We collected MRI data using a 1.5 Tesla Siemens Sonata scanner for MRI recordings. Our anatomical images were 3D MPRAGE anatomical series (repetition time, TR = 1600 ms; echo time TE = 3.82 ms; number of slices = 112; voxel size = 1 x 1 x 1mm), and functional images consisted of series of 28 functional slices (voxel size = 4x4x4 mm), acquired axially using an echoplanar sequence (TR = 2000 ms; TE = 40 ms; field of view FOV = 256 x 256mm), thus allowing for full-brain coverage.

Data Analysis

We use Statistical Parametric Mapping (SPM2/SPM5) in combination with in-house Matlab-based tools.
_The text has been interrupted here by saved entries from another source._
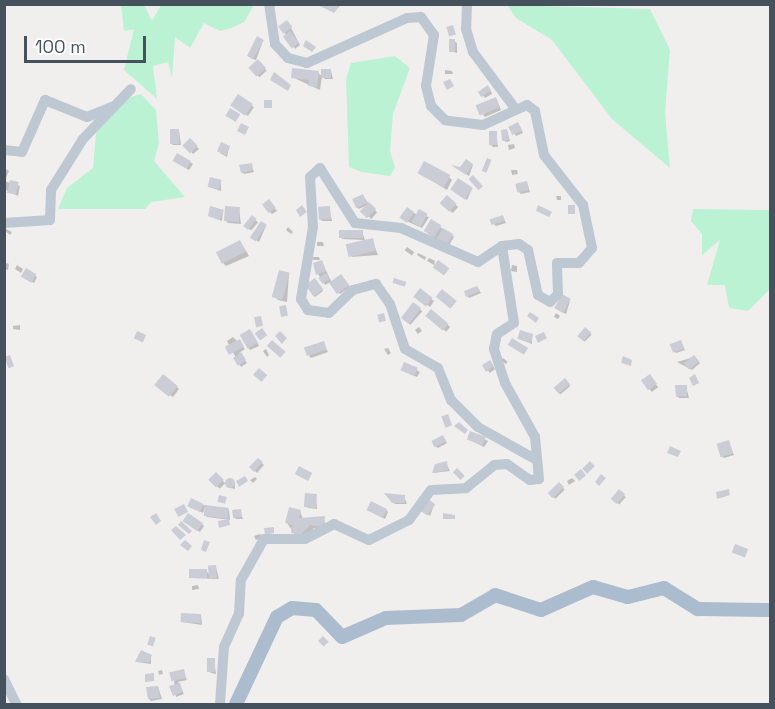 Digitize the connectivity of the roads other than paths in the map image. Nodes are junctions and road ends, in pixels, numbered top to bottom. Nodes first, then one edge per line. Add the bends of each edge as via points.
1 (269, 4) edge
2 (467, 4) edge
3 (131, 89) dead end
4 (115, 106) junction
5 (514, 107) junction
6 (4, 150) edge
7 (4, 224) edge
8 (502, 246) junction
9 (533, 458) junction
10 (771, 610) edge
11 (4, 680) edge
12 (16, 705) edge
13 (220, 705) edge
14 (236, 705) edge

1 - 5 street via 275,44 288,58 307,63 407,18 421,17 434,35 428,96 445,120 483,125
2 - 5 street via 466,29 474,52
3 - 4 street
4 - 6 street via 87,117 45,100 22,152
4 - 7 street via 83,139 51,190 50,220
5 - 8 street via 527,105 535,111 544,155 583,205 592,248 579,263 557,263 558,294 550,302 538,295 528,250 519,244
8 - 9 street via 514,323 496,334 494,349 505,383 535,436
8 - 9 street via 478,262 401,228 355,223 320,168 310,177 313,227 301,299 308,310 329,313 353,290 376,284 390,304 405,349 438,368 451,400 478,427
9 - 13 street via 541,473 536,481 519,468 494,465 466,488 431,490 409,520 369,540 334,524 305,539 264,539 241,580 239,614 224,647
10 - 14 main road via 698,609 664,588 628,597 593,587 541,610 489,595 461,615 386,618 342,636 315,610 292,608 276,617
11 - 12 street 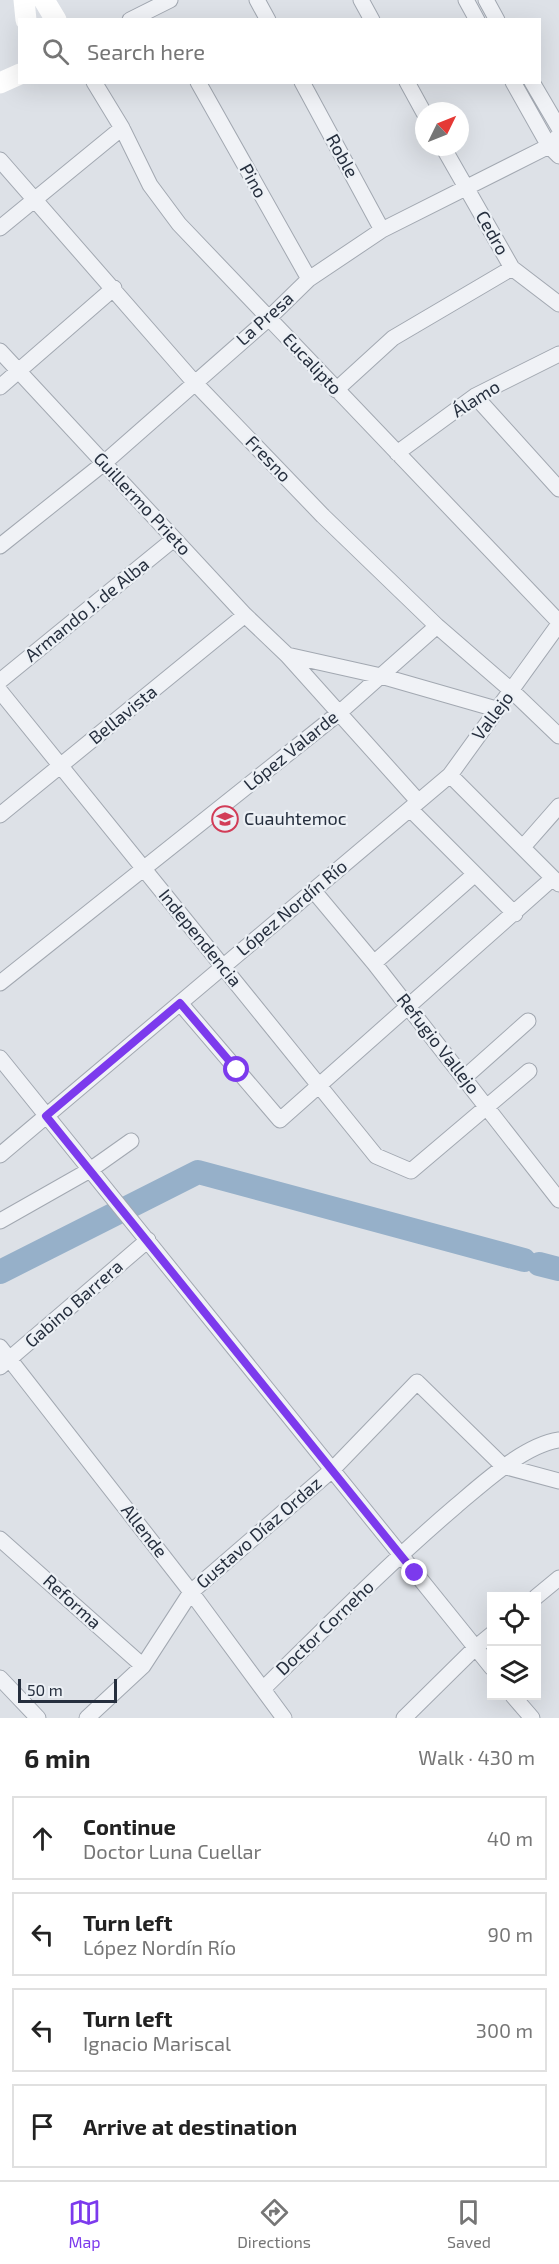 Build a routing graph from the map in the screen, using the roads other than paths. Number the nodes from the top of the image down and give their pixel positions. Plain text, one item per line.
1 (24, 0) edge
2 (44, 0) edge
3 (170, 0) edge
4 (257, 0) edge
5 (361, 0) edge
6 (466, 0) edge
7 (486, 0) edge
8 (159, 13) edge
9 (26, 18) edge
10 (55, 18) edge
11 (138, 18) edge
12 (267, 18) edge
13 (371, 18) edge
14 (476, 18) edge
15 (496, 18) edge
16 (18, 75) edge
17 (0, 83) edge
18 (95, 84) edge
19 (199, 84) edge
20 (303, 84) edge
21 (408, 84) edge
22 (514, 84) edge
23 (533, 84) edge
24 (418, 102) edge
25 (122, 128) junction
26 (559, 128) edge
27 (556, 146) edge
28 (448, 156) edge
29 (0, 160) edge
30 (465, 187) junction
31 (35, 199) junction
32 (0, 228) edge
33 (382, 230) junction
34 (512, 268) junction
35 (309, 279) junction
36 (114, 288) junction
37 (559, 304) edge
38 (269, 318) junction
39 (0, 351) edge
40 (559, 354) edge
41 (19, 370) junction
42 (195, 382) junction
43 (0, 387) edge
44 (336, 390) junction
45 (476, 396) junction
46 (397, 453) junction
47 (104, 463) junction
48 (559, 489) edge
49 (174, 539) junction
50 (0, 546) edge
51 (245, 615) junction
52 (559, 623) edge
53 (437, 626) junction
54 (287, 655) junction
55 (381, 676) junction
56 (0, 681) edge
57 (0, 691) edge
58 (512, 692) junction
59 (496, 709) junction
60 (339, 712) junction
61 (559, 736) edge
62 (60, 766) junction
63 (450, 775) junction
64 (414, 805) junction
65 (559, 806) edge
66 (0, 814) edge
67 (523, 848) junction
68 (144, 867) junction
69 (475, 874) junction
70 (556, 881) edge
71 (313, 890) junction
72 (515, 914) junction
73 (374, 963) junction
74 (223, 967) junction
75 (0, 983) edge
76 (180, 1003) junction
77 (409, 1007) junction
78 (528, 1021) dead end
79 (0, 1058) edge
80 (529, 1071) dead end
81 (464, 1078) junction
82 (320, 1085) junction
83 (487, 1106) junction
84 (46, 1116) junction
85 (131, 1141) dead end
86 (0, 1155) edge
87 (93, 1173) junction
88 (559, 1200) edge
89 (0, 1221) edge
90 (144, 1236) junction
91 (3, 1357) edge
92 (559, 1440) edge
93 (503, 1466) junction
94 (332, 1470) junction
95 (559, 1481) edge
96 (0, 1539) edge
97 (400, 1554) junction
98 (559, 1578) edge
99 (191, 1592) junction
100 (541, 1594) edge
101 (487, 1638) edge
102 (475, 1648) junction
103 (487, 1662) edge
104 (142, 1666) junction
105 (0, 1678) edge
106 (263, 1689) junction
107 (517, 1700) edge
108 (38, 1718) edge
109 (87, 1718) edge
110 (284, 1718) edge
111 (405, 1718) edge
112 (531, 1718) edge

1 - 9 main road
2 - 10 main road
3 - 8 street
4 - 12 street
5 - 13 street
6 - 14 street
7 - 15 street
8 - 11 street
16 - 17 main road
18 - 25 street, Eucalipto
19 - 35 street, Pino
20 - 33 street, Roble
21 - 24 street
22 - 27 street
23 - 26 street
25 - 31 street
25 - 38 street, Eucalipto
27 - 30 street, La Presa
28 - 30 street, Cedro
29 - 31 street, Fresno
30 - 33 street, La Presa
30 - 34 street, Cedro
31 - 32 street
31 - 36 street, Fresno
33 - 35 street, La Presa
34 - 37 street, Cedro
34 - 44 street
35 - 38 street, La Presa
36 - 41 street
36 - 42 street, Fresno
38 - 42 street, La Presa
38 - 44 street, Eucalipto
39 - 41 street, Guillermo Prieto
40 - 45 street, Álamo
41 - 43 street
41 - 47 street, Guillermo Prieto
42 - 47 street, La Presa
42 - 53 street, Fresno
44 - 46 street, Eucalipto
45 - 46 street, Álamo
45 - 48 street
46 - 52 street, Eucalipto
47 - 49 street, Guillermo Prieto
47 - 50 street, La Presa
49 - 51 street, Guillermo Prieto
49 - 56 street, Armando J. de Alba
51 - 54 street, Guillermo Prieto
51 - 62 street, Bellavista
52 - 58 street, Vallejo
53 - 55 street, López Valarde
53 - 58 street, Fresno
54 - 55 street
54 - 60 street, Guillermo Prieto
55 - 59 street
55 - 60 street, López Valarde
57 - 62 street, Independencia
58 - 59 street, Vallejo
58 - 61 street, Fresno
59 - 63 street, Vallejo
60 - 64 street, Guillermo Prieto
60 - 68 street, López Valarde
62 - 66 street, Bellavista
62 - 68 street, Independencia
63 - 64 street, Vallejo
63 - 67 street
64 - 69 street, Guillermo Prieto
64 - 71 street, López Nordín Río
65 - 67 street
67 - 70 street
68 - 74 street, Independencia
68 - 75 street, López Valarde
69 - 72 street, Guillermo Prieto
69 - 73 street
70 - 72 street
71 - 73 street, Refugio Vallejo
71 - 74 street, López Nordín Río
72 - 77 street
73 - 77 street, Refugio Vallejo
74 - 76 street, López Nordín Río
74 - 82 street, Independencia
76 - 82 street
76 - 84 street, López Nordín Río
77 - 81 street, Refugio Vallejo
77 - 82 street
78 - 81 street
79 - 84 street
80 - 83 street
81 - 83 street, Refugio Vallejo
82 - 83 street, Independencia
83 - 88 street, Refugio Vallejo
84 - 86 street, López Nordín Río
84 - 87 street
85 - 87 street
87 - 89 street
87 - 90 street
90 - 91 street, Gabino Barrera
90 - 94 street
91 - 99 street, Allende
92 - 93 street, Doctor Corneho
93 - 94 street, Gustavo Díaz Ordaz
93 - 95 street
93 - 97 street, Doctor Corneho
94 - 97 street
94 - 99 street, Gustavo Díaz Ordaz
96 - 104 street, Reforma
97 - 102 street
97 - 106 street, Doctor Corneho
98 - 100 street
99 - 104 street, Gustavo Díaz Ordaz
99 - 106 street, Allende
101 - 102 street
102 - 103 street
102 - 111 street
104 - 109 street, Gustavo Díaz Ordaz
105 - 108 street
106 - 110 street, Allende
107 - 112 street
Pre-processing involves typical steps: quality assurance, TR alignment, motion correction, co-registration, normalization, and smoothing (8 mm³ kernel) 12.

  1. Data analysis combines voxel-wise and region of interest (ROI) approaches to compare brain activity associated with the conditions of interest (e.g., social interaction vs. non-social interaction).
  2. Whole-brain voxel-wise analyses produce statistical maps that identify larger networks of brain regions associated with processing that underlies the assessment of social interactions, and ROI analyses allows targeted investigation of the response in specific brain-regions, which are a priori identified as being part of the social cognition network (Figure 1A). ROI analyses are also used to extract the fMRI signal for illustration purposes (Figure 1B). We used an intensity threshold of p=0.001 and an extent threshold of 10 contiguous voxels. In addition to these typical methods involved in data analysis, other ways of analyzing data may also be employed as complementary approaches in studies investigating the neural correlates of social cognition 13, 14.
  3. Finally, correlations of brain imaging data with behavioural data (e.g., trustworthiness ratings) and/or scores indexing personality measures (e.g., trait anxiety) can also be performed, to investigate how brain activity co-varies with individual differences in behaviour and personality.

4. Representative Results

Figure 1
Figure 1. Increased activity in the social cognition network in response to observing social interactions. Comparison of social interaction vs. no-interaction/control trials revealed activity in typical social cognition brain regions, including the superior temporal sulcus (STS, a), the lateral and medial prefrontal cortex (mPFC, b & d, respectively), and the amygdala (AMY, c). The "activation maps" are superimposed on high resolution brain images displayed in lateral (left- and right-side panels) and coronal (middle panel) views; the color bars indicate the gradient of t values of the activation maps (based on data from 15 participants), reflecting brain activity time-locked to the onsets of approach/avoid behaviours. The line graphs illustrate the time courses of the fMRI signal, extracted from functional ROIs for each trial type and TR (1 TR = 2 seconds). L = Left; R = Right.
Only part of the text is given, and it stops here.